To do – Would you repeat all the lines below, exactly as they stand?

Data shown –
==============================
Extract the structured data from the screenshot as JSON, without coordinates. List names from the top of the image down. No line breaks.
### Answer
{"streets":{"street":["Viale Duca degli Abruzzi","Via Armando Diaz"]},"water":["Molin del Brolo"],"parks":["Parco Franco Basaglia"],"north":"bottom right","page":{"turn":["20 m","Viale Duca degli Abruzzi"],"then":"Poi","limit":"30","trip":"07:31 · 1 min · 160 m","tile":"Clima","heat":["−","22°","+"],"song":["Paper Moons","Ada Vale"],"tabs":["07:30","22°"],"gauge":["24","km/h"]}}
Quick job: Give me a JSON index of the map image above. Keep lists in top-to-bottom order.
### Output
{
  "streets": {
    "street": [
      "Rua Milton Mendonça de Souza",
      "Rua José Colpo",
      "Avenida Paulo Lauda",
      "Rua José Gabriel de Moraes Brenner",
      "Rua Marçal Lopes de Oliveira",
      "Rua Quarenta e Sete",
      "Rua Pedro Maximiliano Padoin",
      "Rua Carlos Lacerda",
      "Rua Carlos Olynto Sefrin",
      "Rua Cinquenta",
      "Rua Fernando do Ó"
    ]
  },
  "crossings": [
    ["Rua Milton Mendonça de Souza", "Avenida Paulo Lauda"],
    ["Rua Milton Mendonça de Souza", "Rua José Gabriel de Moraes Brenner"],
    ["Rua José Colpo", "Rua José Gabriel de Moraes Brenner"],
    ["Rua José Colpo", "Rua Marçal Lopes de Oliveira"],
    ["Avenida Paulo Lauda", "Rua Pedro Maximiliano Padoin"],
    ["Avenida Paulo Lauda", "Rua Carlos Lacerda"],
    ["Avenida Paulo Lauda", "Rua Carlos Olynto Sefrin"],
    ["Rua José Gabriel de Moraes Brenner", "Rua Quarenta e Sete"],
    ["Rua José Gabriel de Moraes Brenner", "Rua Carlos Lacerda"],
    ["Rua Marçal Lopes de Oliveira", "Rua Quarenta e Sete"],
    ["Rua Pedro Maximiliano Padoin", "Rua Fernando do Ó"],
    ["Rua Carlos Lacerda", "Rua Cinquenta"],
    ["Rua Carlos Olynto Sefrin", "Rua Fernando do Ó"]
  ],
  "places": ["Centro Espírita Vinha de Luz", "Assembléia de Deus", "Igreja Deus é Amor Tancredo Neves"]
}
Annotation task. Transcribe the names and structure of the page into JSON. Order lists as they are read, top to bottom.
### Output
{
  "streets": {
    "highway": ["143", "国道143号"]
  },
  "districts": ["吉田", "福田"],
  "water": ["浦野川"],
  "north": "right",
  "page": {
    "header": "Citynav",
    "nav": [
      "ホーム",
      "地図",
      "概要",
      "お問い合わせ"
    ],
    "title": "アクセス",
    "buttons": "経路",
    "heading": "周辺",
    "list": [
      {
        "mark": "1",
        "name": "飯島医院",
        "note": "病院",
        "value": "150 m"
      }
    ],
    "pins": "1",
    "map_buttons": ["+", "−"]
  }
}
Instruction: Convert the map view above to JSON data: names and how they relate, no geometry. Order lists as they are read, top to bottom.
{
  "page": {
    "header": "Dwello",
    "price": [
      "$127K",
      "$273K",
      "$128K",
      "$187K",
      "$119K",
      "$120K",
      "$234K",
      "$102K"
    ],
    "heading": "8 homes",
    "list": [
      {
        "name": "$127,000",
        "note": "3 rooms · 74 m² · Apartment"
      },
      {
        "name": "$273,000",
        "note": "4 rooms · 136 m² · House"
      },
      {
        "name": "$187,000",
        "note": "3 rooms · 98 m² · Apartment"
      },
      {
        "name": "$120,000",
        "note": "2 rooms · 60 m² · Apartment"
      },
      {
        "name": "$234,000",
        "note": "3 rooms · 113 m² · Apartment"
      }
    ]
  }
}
==============================
Solution –
Extract the structured data from the screenshot as JSON, without coordinates. List names from the top of the image down. No line breaks.
### Answer
{"streets":{"street":["Viale Duca degli Abruzzi","Via Armando Diaz"]},"water":["Molin del Brolo"],"parks":["Parco Franco Basaglia"],"north":"bottom right","page":{"turn":["20 m","Viale Duca degli Abruzzi"],"then":"Poi","limit":"30","trip":"07:31 · 1 min · 160 m","tile":"Clima","heat":["−","22°","+"],"song":["Paper Moons","Ada Vale"],"tabs":["07:30","22°"],"gauge":["24","km/h"]}}
Quick job: Give me a JSON index of the map image above. Keep lists in top-to-bottom order.
### Output
{
  "streets": {
    "street": [
      "Rua Milton Mendonça de Souza",
      "Rua José Colpo",
      "Avenida Paulo Lauda",
      "Rua José Gabriel de Moraes Brenner",
      "Rua Marçal Lopes de Oliveira",
      "Rua Quarenta e Sete",
      "Rua Pedro Maximiliano Padoin",
      "Rua Carlos Lacerda",
      "Rua Carlos Olynto Sefrin",
      "Rua Cinquenta",
      "Rua Fernando do Ó"
    ]
  },
  "crossings": [
    ["Rua Milton Mendonça de Souza", "Avenida Paulo Lauda"],
    ["Rua Milton Mendonça de Souza", "Rua José Gabriel de Moraes Brenner"],
    ["Rua José Colpo", "Rua José Gabriel de Moraes Brenner"],
    ["Rua José Colpo", "Rua Marçal Lopes de Oliveira"],
    ["Avenida Paulo Lauda", "Rua Pedro Maximiliano Padoin"],
    ["Avenida Paulo Lauda", "Rua Carlos Lacerda"],
    ["Avenida Paulo Lauda", "Rua Carlos Olynto Sefrin"],
    ["Rua José Gabriel de Moraes Brenner", "Rua Quarenta e Sete"],
    ["Rua José Gabriel de Moraes Brenner", "Rua Carlos Lacerda"],
    ["Rua Marçal Lopes de Oliveira", "Rua Quarenta e Sete"],
    ["Rua Pedro Maximiliano Padoin", "Rua Fernando do Ó"],
    ["Rua Carlos Lacerda", "Rua Cinquenta"],
    ["Rua Carlos Olynto Sefrin", "Rua Fernando do Ó"]
  ],
  "places": ["Centro Espírita Vinha de Luz", "Assembléia de Deus", "Igreja Deus é Amor Tancredo Neves"]
}
Annotation task. Transcribe the names and structure of the page into JSON. Order lists as they are read, top to bottom.
### Output
{
  "streets": {
    "highway": ["143", "国道143号"]
  },
  "districts": ["吉田", "福田"],
  "water": ["浦野川"],
  "north": "right",
  "page": {
    "header": "Citynav",
    "nav": [
      "ホーム",
      "地図",
      "概要",
      "お問い合わせ"
    ],
    "title": "アクセス",
    "buttons": "経路",
    "heading": "周辺",
    "list": [
      {
        "mark": "1",
        "name": "飯島医院",
        "note": "病院",
        "value": "150 m"
      }
    ],
    "pins": "1",
    "map_buttons": ["+", "−"]
  }
}
Instruction: Convert the map view above to JSON data: names and how they relate, no geometry. Order lists as they are read, top to bottom.
{
  "page": {
    "header": "Dwello",
    "price": [
      "$127K",
      "$273K",
      "$128K",
      "$187K",
      "$119K",
      "$120K",
      "$234K",
      "$102K"
    ],
    "heading": "8 homes",
    "list": [
      {
        "name": "$127,000",
        "note": "3 rooms · 74 m² · Apartment"
      },
      {
        "name": "$273,000",
        "note": "4 rooms · 136 m² · House"
      },
      {
        "name": "$187,000",
        "note": "3 rooms · 98 m² · Apartment"
      },
      {
        "name": "$120,000",
        "note": "2 rooms · 60 m² · Apartment"
      },
      {
        "name": "$234,000",
        "note": "3 rooms · 113 m² · Apartment"
      }
    ]
  }
}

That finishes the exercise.